→ TASK DETAILS:
Leaving out the pictures, transcribe all of the records faithfully.

Stored items
● ● ● ● ● ● ●

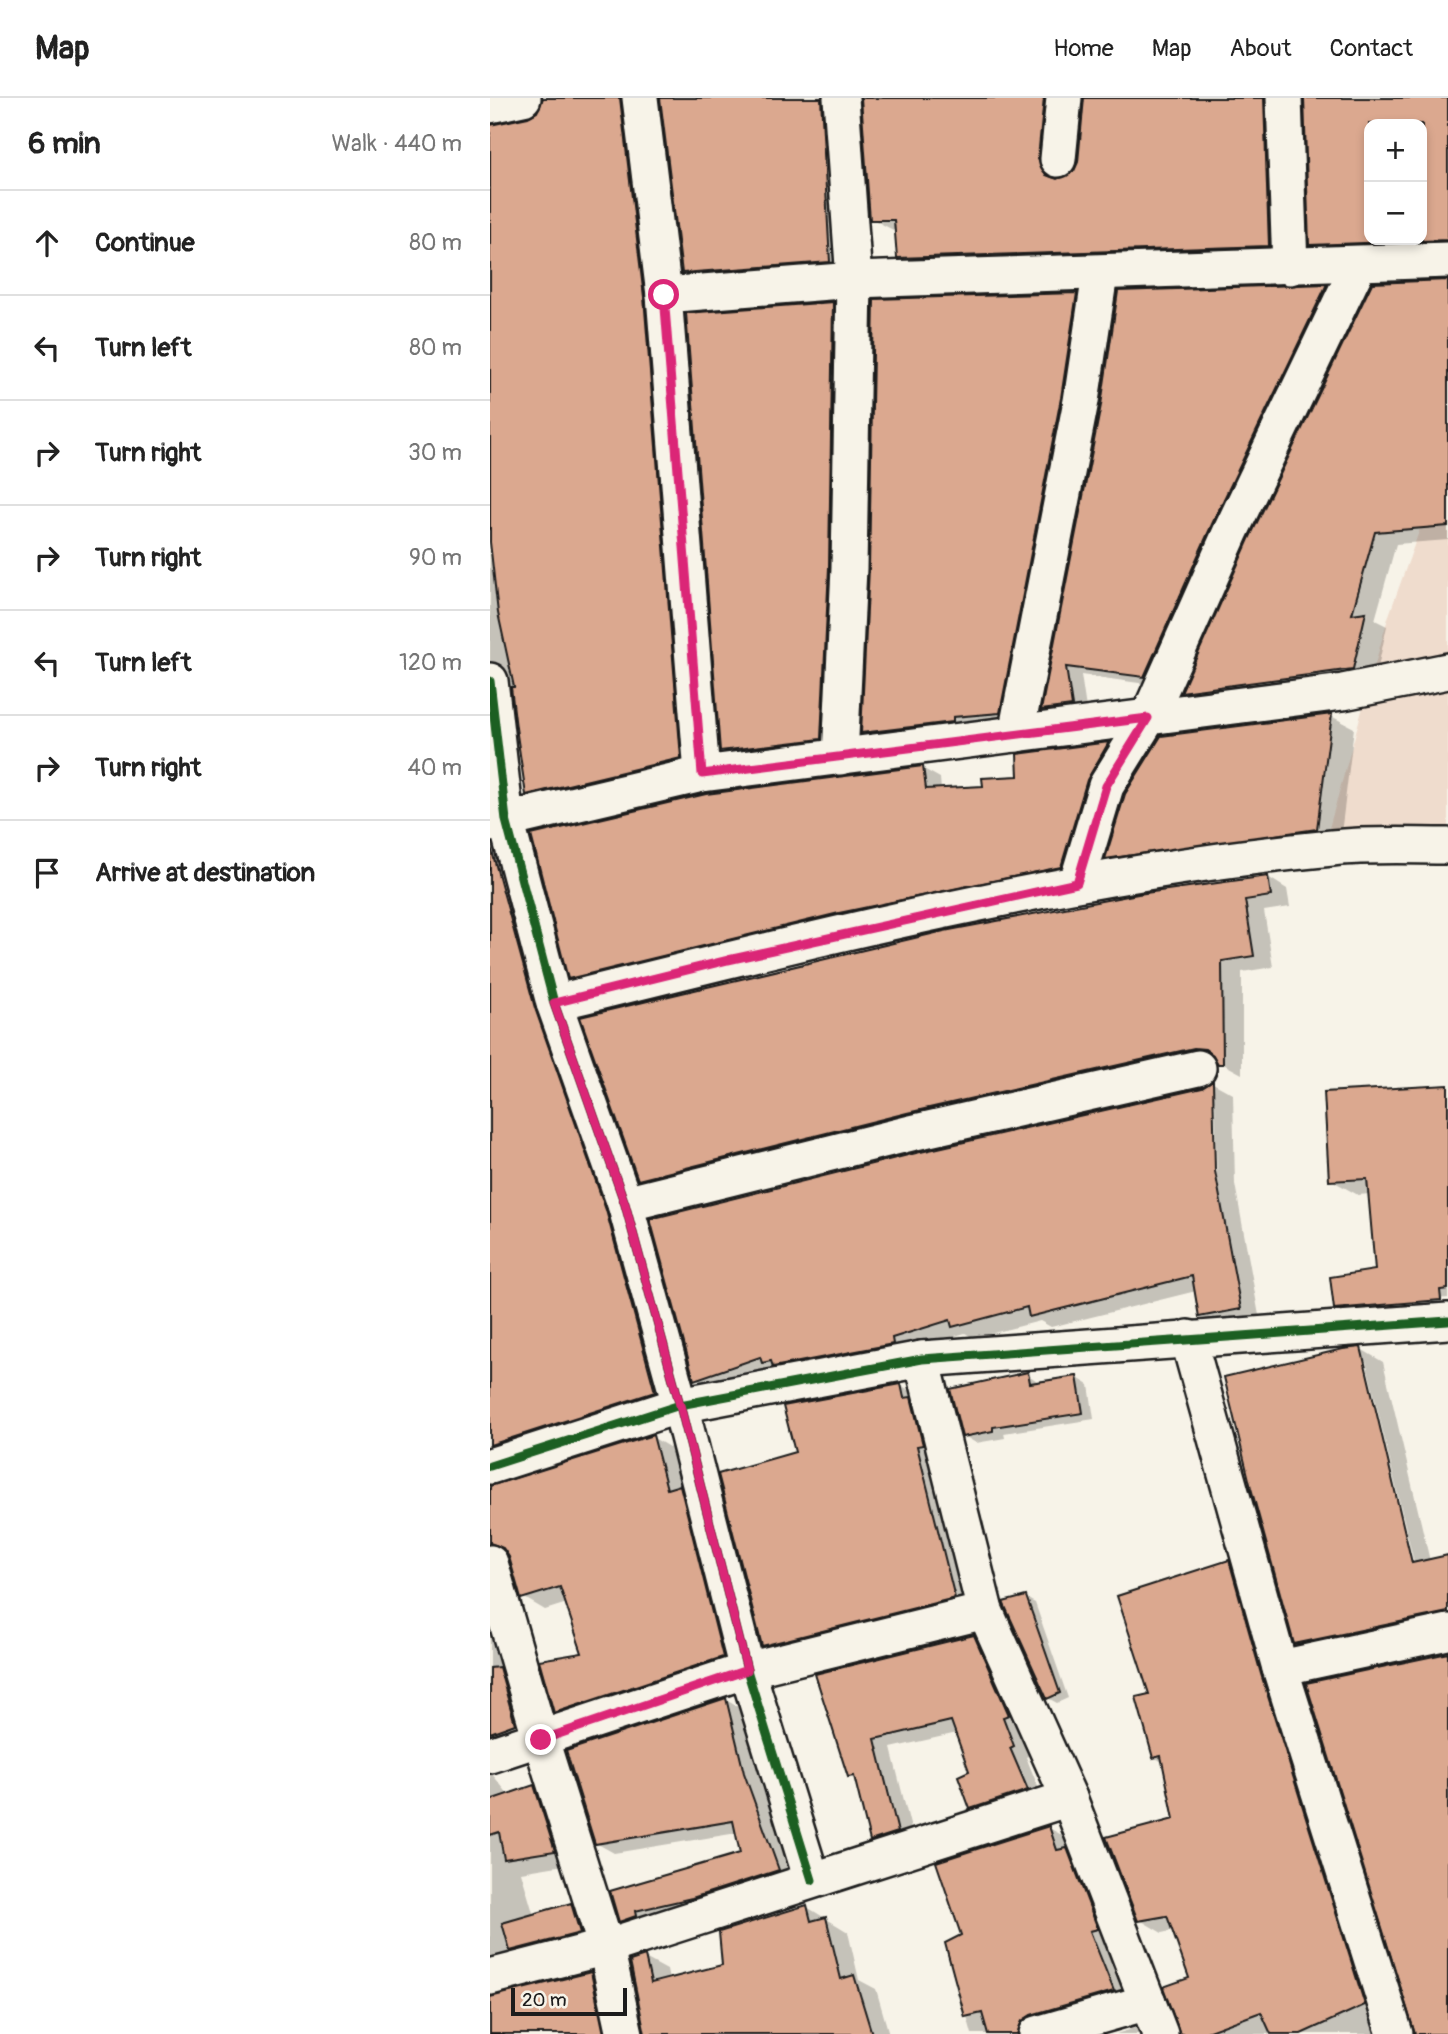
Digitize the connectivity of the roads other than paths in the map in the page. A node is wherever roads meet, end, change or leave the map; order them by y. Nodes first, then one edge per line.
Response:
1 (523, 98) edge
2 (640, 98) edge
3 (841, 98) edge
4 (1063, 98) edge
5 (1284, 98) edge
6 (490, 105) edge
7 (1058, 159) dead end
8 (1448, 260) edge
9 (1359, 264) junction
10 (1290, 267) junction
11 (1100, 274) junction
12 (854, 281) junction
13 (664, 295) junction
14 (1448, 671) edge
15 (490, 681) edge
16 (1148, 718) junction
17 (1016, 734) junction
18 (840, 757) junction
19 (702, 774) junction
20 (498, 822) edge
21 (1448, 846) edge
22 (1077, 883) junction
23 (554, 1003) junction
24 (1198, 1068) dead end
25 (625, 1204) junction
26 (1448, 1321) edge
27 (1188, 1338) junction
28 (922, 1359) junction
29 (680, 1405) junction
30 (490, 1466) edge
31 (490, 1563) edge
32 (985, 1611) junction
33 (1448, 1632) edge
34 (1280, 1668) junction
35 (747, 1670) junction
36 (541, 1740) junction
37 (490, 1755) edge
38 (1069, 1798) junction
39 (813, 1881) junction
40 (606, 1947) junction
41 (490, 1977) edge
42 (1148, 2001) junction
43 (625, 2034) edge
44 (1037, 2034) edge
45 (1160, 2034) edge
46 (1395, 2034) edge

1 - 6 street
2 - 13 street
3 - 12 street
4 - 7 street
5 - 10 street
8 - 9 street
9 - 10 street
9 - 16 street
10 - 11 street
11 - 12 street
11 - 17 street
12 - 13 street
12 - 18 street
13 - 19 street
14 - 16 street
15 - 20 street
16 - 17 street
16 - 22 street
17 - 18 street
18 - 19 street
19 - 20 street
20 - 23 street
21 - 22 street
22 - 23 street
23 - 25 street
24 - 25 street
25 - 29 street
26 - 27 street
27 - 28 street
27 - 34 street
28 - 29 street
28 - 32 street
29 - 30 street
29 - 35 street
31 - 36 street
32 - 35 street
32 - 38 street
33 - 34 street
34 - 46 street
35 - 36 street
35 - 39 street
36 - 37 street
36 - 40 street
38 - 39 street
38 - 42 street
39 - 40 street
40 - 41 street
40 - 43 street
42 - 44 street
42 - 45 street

● ● ● ● ● ● ●

→ REPLY:
Digitize the connectivity of the roads other than paths in the map in the page. A node is wherever roads meet, end, change or leave the map; order them by y. Nodes first, then one edge per line.
Response:
1 (523, 98) edge
2 (640, 98) edge
3 (841, 98) edge
4 (1063, 98) edge
5 (1284, 98) edge
6 (490, 105) edge
7 (1058, 159) dead end
8 (1448, 260) edge
9 (1359, 264) junction
10 (1290, 267) junction
11 (1100, 274) junction
12 (854, 281) junction
13 (664, 295) junction
14 (1448, 671) edge
15 (490, 681) edge
16 (1148, 718) junction
17 (1016, 734) junction
18 (840, 757) junction
19 (702, 774) junction
20 (498, 822) edge
21 (1448, 846) edge
22 (1077, 883) junction
23 (554, 1003) junction
24 (1198, 1068) dead end
25 (625, 1204) junction
26 (1448, 1321) edge
27 (1188, 1338) junction
28 (922, 1359) junction
29 (680, 1405) junction
30 (490, 1466) edge
31 (490, 1563) edge
32 (985, 1611) junction
33 (1448, 1632) edge
34 (1280, 1668) junction
35 (747, 1670) junction
36 (541, 1740) junction
37 (490, 1755) edge
38 (1069, 1798) junction
39 (813, 1881) junction
40 (606, 1947) junction
41 (490, 1977) edge
42 (1148, 2001) junction
43 (625, 2034) edge
44 (1037, 2034) edge
45 (1160, 2034) edge
46 (1395, 2034) edge

1 - 6 street
2 - 13 street
3 - 12 street
4 - 7 street
5 - 10 street
8 - 9 street
9 - 10 street
9 - 16 street
10 - 11 street
11 - 12 street
11 - 17 street
12 - 13 street
12 - 18 street
13 - 19 street
14 - 16 street
15 - 20 street
16 - 17 street
16 - 22 street
17 - 18 street
18 - 19 street
19 - 20 street
20 - 23 street
21 - 22 street
22 - 23 street
23 - 25 street
24 - 25 street
25 - 29 street
26 - 27 street
27 - 28 street
27 - 34 street
28 - 29 street
28 - 32 street
29 - 30 street
29 - 35 street
31 - 36 street
32 - 35 street
32 - 38 street
33 - 34 street
34 - 46 street
35 - 36 street
35 - 39 street
36 - 37 street
36 - 40 street
38 - 39 street
38 - 42 street
39 - 40 street
40 - 41 street
40 - 43 street
42 - 44 street
42 - 45 street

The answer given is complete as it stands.